Task to carry out:
State only the number of lines below where the word "first" is found.

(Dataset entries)
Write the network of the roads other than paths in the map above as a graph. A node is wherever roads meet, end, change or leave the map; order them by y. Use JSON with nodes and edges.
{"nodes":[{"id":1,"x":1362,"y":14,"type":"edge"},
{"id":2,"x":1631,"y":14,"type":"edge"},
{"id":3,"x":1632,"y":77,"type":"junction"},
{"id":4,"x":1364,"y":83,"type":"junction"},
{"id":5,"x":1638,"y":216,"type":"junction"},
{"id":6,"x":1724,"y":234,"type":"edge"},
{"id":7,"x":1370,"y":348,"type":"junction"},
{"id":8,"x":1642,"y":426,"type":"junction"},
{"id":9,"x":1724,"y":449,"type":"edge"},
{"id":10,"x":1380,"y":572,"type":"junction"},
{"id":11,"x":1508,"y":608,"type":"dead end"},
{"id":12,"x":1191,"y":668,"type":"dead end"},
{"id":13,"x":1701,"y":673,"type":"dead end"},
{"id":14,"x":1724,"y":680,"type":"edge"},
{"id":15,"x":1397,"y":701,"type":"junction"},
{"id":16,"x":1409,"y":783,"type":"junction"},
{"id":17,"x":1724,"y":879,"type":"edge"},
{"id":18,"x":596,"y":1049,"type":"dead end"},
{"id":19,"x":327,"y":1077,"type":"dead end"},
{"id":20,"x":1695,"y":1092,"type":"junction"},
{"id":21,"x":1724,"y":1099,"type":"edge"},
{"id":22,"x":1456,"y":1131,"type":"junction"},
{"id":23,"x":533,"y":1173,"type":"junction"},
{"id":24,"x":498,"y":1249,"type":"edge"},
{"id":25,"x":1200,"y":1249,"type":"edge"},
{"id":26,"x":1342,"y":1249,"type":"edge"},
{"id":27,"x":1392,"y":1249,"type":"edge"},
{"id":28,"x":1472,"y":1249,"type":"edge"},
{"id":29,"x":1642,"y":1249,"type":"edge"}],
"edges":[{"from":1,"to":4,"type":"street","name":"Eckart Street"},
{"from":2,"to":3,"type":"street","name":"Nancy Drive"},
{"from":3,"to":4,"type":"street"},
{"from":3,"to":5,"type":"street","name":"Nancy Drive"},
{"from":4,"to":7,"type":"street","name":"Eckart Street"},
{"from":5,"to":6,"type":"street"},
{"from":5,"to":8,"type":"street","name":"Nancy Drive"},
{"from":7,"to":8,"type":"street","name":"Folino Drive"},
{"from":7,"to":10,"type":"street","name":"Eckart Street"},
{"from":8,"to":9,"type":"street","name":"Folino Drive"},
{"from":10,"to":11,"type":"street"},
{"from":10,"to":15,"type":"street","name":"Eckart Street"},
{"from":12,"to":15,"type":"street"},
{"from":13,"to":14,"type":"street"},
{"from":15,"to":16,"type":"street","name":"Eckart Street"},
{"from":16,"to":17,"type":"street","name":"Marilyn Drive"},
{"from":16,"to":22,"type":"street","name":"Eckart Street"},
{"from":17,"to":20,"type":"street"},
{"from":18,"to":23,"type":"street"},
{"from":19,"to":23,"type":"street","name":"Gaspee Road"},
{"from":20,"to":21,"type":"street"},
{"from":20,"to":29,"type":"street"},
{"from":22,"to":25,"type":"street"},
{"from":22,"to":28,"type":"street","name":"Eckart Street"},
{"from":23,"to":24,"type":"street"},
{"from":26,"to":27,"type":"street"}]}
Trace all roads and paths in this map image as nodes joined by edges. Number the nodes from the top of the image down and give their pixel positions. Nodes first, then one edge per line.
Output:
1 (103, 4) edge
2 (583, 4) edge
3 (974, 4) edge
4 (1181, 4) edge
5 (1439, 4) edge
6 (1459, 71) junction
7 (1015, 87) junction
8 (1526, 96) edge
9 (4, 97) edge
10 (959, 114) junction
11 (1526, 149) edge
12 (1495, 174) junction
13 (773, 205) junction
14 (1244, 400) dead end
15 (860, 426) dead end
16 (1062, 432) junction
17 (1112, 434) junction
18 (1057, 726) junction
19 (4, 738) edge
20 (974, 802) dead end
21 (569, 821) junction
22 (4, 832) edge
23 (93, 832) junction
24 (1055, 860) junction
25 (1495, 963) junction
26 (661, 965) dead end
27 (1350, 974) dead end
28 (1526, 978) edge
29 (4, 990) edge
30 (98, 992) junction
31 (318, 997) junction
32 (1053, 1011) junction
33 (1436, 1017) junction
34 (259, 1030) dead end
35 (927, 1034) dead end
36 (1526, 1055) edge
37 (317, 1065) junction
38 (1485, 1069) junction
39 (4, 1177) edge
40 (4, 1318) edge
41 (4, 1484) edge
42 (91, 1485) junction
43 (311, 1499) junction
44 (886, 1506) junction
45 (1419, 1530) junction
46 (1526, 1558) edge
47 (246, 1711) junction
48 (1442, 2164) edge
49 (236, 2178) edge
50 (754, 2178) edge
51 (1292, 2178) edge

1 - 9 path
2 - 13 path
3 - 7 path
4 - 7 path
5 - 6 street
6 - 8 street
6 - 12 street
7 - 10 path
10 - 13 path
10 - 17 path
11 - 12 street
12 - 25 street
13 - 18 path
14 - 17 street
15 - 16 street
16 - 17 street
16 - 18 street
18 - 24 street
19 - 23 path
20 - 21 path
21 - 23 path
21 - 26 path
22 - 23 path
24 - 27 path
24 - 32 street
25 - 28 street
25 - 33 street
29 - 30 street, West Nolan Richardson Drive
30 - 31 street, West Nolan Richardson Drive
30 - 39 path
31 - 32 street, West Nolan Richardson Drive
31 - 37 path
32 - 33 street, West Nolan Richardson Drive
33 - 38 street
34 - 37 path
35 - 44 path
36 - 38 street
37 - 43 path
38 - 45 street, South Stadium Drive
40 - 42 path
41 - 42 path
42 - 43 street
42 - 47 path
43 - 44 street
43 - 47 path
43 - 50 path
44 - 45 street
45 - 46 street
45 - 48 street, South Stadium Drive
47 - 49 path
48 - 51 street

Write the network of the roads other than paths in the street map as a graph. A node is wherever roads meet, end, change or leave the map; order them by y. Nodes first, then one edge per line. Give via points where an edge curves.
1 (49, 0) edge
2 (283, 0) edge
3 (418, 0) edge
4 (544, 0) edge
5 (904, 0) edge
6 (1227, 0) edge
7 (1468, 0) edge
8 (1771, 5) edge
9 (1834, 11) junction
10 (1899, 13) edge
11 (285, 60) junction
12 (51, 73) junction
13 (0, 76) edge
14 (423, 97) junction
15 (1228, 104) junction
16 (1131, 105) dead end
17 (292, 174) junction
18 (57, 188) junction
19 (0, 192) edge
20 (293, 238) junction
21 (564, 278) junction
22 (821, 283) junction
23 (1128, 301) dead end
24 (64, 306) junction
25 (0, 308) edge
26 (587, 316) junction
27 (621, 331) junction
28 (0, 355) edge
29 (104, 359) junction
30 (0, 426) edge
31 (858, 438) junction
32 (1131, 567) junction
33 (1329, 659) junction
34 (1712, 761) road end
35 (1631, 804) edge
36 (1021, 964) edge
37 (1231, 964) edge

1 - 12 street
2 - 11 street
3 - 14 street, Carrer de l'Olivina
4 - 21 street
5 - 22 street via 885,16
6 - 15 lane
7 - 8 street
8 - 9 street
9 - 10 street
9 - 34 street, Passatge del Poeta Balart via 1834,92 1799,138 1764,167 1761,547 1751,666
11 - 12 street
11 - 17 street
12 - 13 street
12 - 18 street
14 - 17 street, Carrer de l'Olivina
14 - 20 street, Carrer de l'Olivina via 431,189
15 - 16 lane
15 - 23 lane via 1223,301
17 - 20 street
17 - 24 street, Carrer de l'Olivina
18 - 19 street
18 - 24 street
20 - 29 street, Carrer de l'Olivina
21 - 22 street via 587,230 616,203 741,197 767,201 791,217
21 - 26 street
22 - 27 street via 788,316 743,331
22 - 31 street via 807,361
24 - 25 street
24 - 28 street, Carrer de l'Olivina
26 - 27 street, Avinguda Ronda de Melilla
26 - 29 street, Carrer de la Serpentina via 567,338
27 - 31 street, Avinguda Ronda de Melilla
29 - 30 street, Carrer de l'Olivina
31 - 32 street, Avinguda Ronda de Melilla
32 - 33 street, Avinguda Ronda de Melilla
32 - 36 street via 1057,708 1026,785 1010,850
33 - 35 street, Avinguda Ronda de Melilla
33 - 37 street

Task output:
2